DATASET RECORDS

——————————

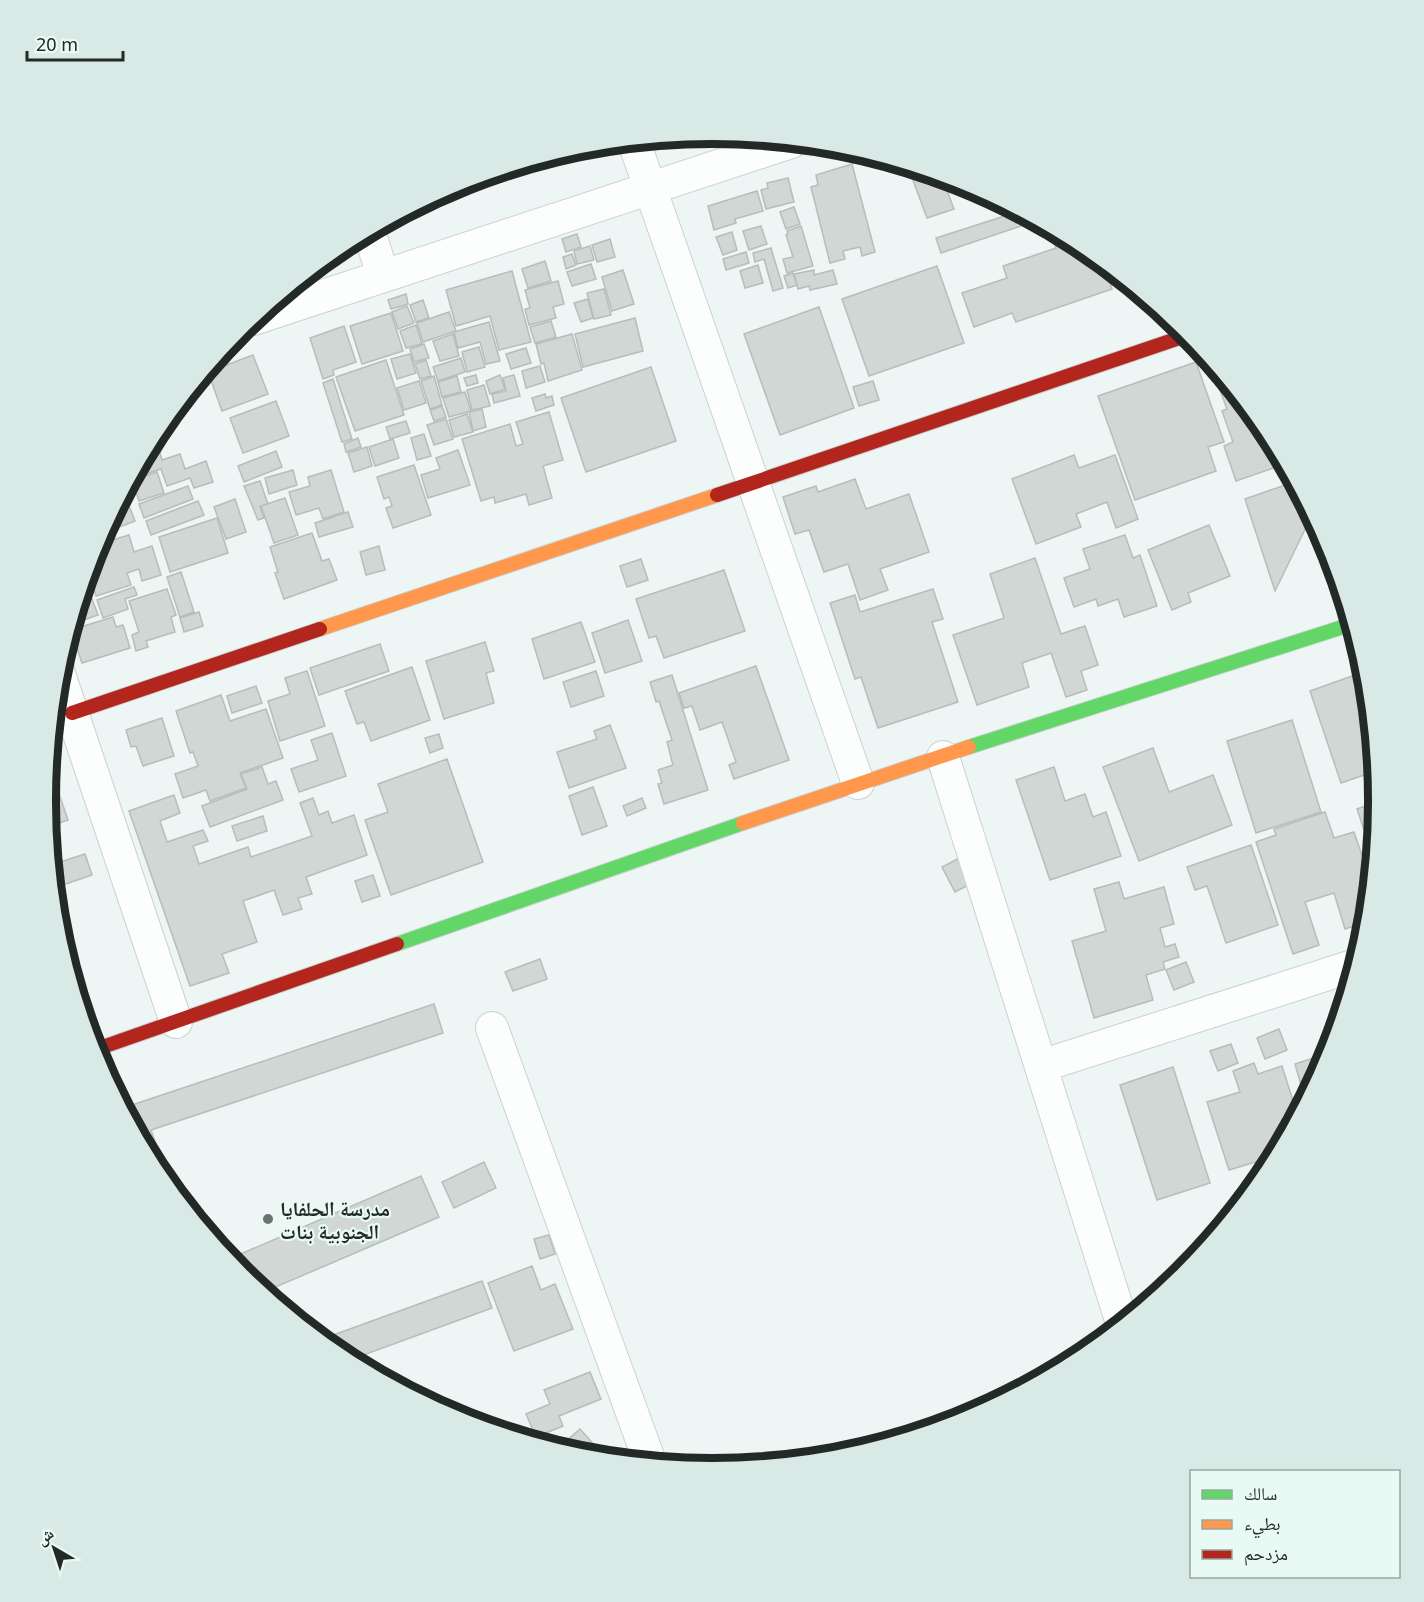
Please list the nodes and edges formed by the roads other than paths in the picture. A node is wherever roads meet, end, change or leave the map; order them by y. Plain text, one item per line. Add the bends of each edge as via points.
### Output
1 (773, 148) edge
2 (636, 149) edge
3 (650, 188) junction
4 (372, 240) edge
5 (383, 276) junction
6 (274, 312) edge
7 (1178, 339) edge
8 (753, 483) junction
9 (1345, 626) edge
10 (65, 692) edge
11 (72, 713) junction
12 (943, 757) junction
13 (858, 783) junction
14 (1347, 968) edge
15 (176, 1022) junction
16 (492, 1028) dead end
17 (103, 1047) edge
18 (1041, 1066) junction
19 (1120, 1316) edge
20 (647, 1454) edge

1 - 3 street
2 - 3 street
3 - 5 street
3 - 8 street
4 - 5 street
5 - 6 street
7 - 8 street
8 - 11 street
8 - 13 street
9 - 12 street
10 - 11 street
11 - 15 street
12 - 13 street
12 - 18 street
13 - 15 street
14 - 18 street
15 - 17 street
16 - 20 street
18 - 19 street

——————————

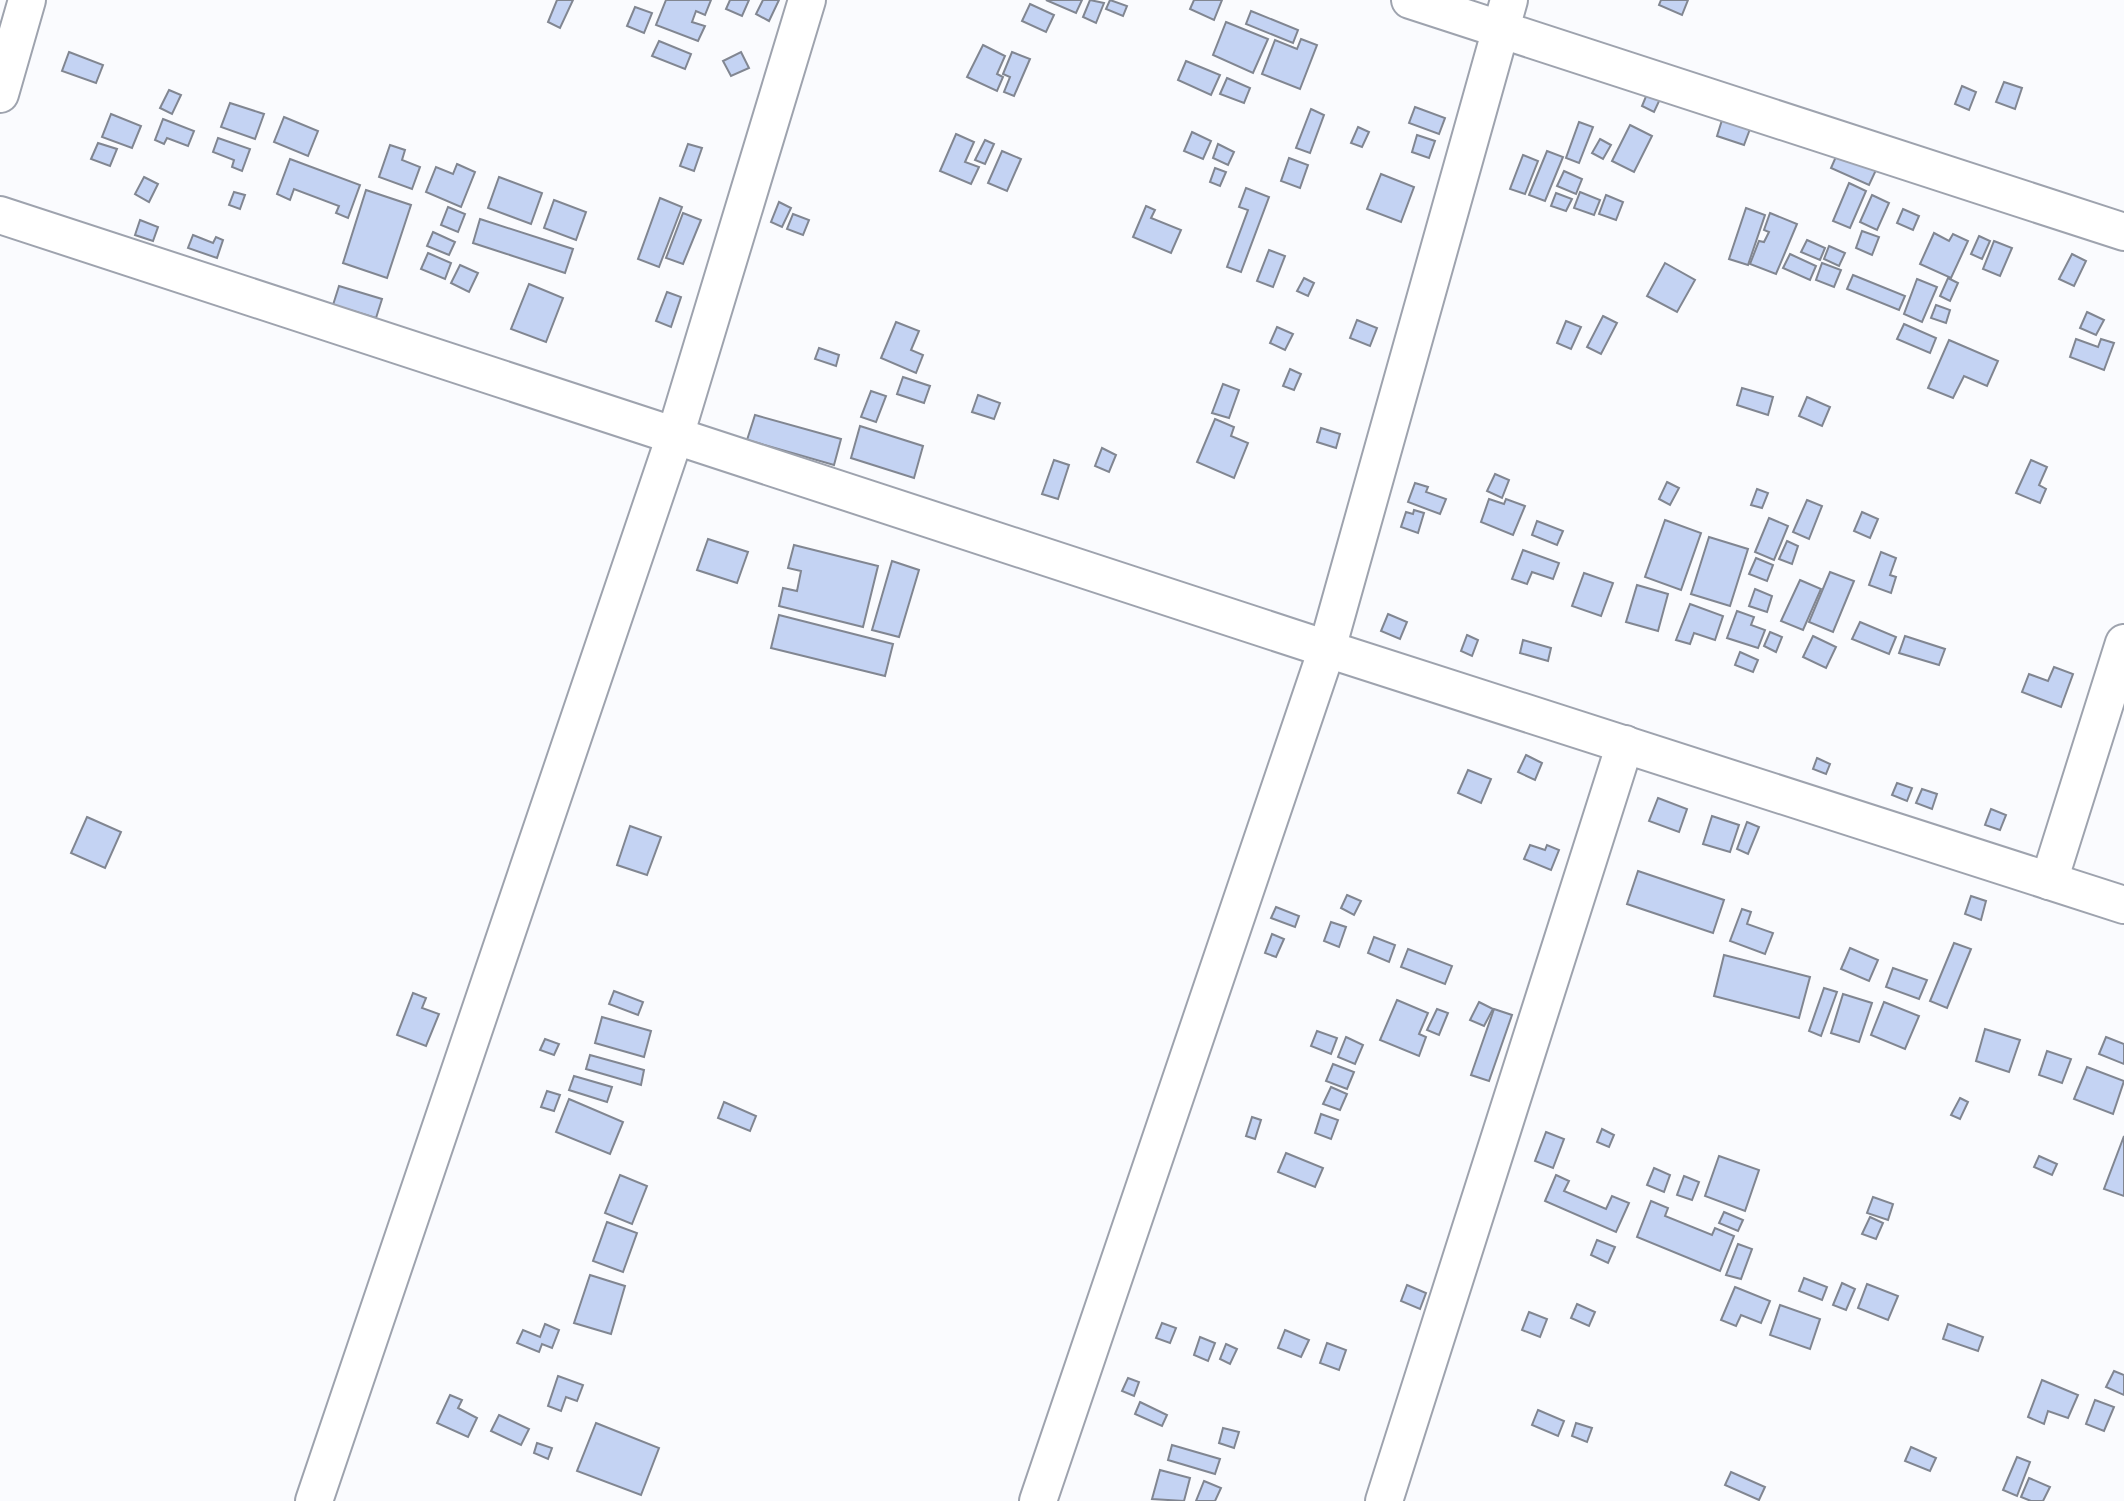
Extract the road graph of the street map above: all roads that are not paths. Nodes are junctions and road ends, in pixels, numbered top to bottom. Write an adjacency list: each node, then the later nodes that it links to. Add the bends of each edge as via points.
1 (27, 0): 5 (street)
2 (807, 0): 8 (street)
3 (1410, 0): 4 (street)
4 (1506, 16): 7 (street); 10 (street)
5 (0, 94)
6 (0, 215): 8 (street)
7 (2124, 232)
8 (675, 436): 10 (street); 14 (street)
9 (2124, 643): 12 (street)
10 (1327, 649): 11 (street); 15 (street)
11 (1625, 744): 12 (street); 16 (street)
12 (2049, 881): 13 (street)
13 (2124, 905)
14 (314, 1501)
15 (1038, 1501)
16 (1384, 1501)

——————————

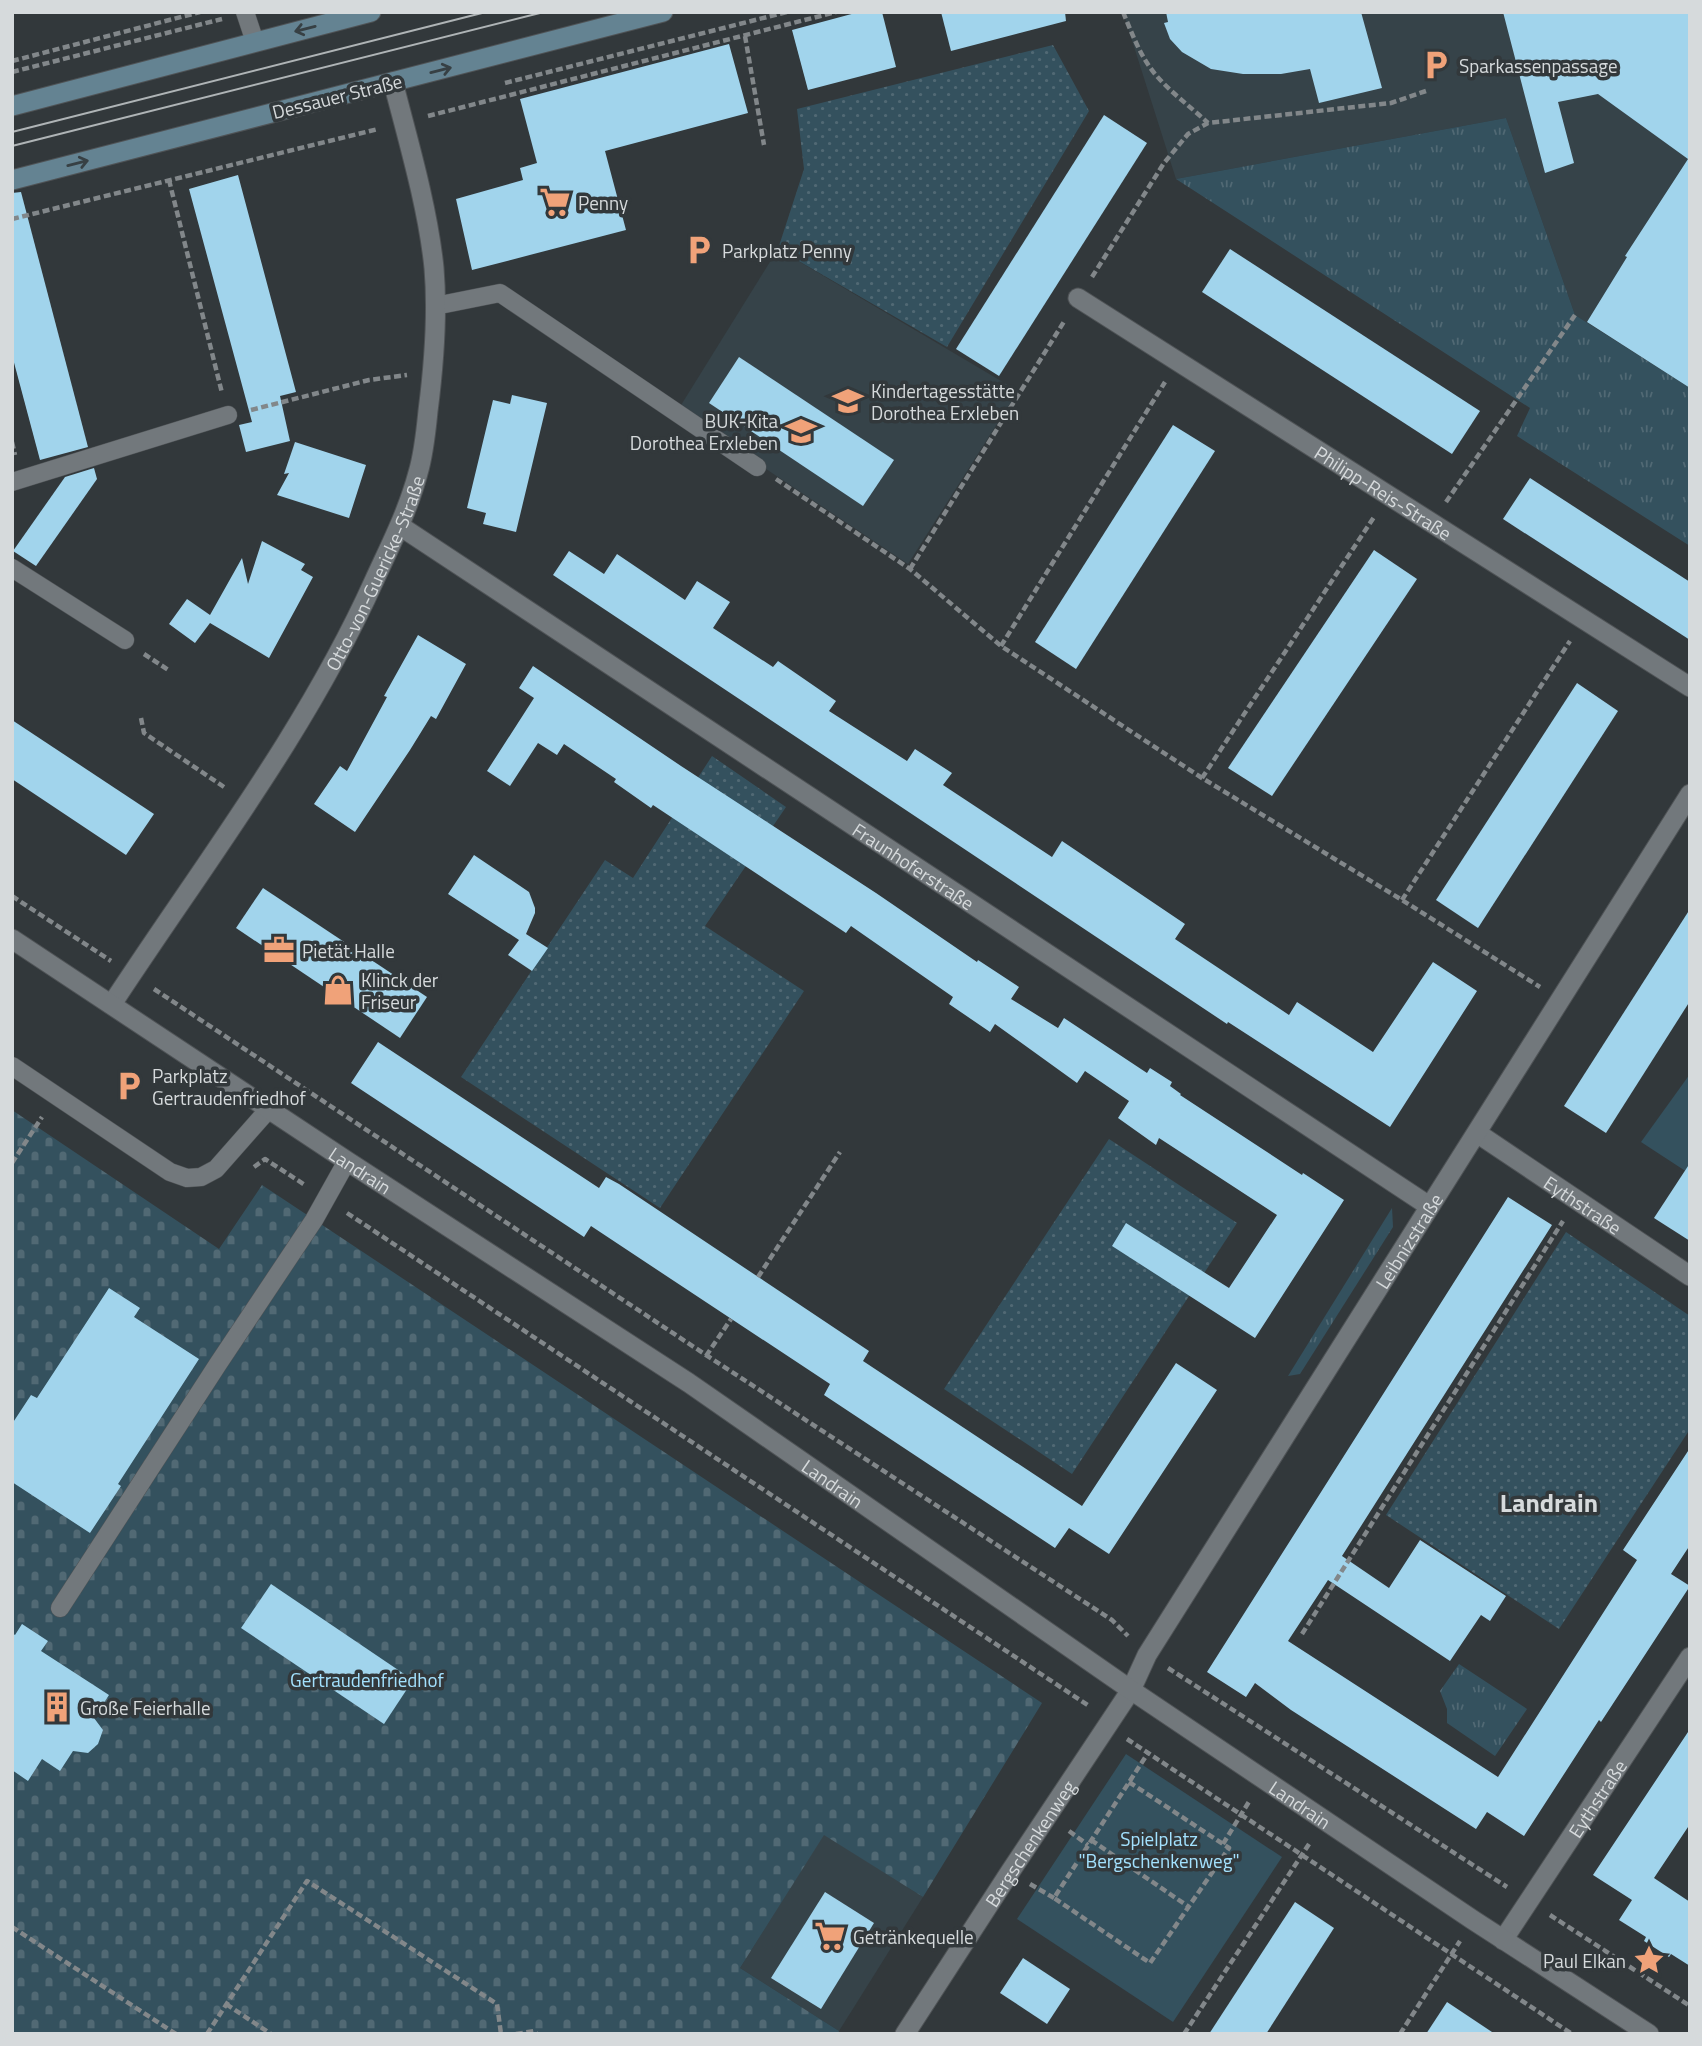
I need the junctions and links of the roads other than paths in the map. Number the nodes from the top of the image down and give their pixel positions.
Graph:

——————————

PROBLEM STATEMENT
Take from the material above every line that includes the word "than".

COMPLETED EXERCISE
Please list the nodes and edges formed by the roads other than paths in the picture. A node is wherever roads meet, end, change or leave the map; order them by y. Plain text, one item per line. Add the bends of each edge as via points.
I need the junctions and links of the roads other than paths in the map. Number the nodes from the top of the image down and give their pixel positions.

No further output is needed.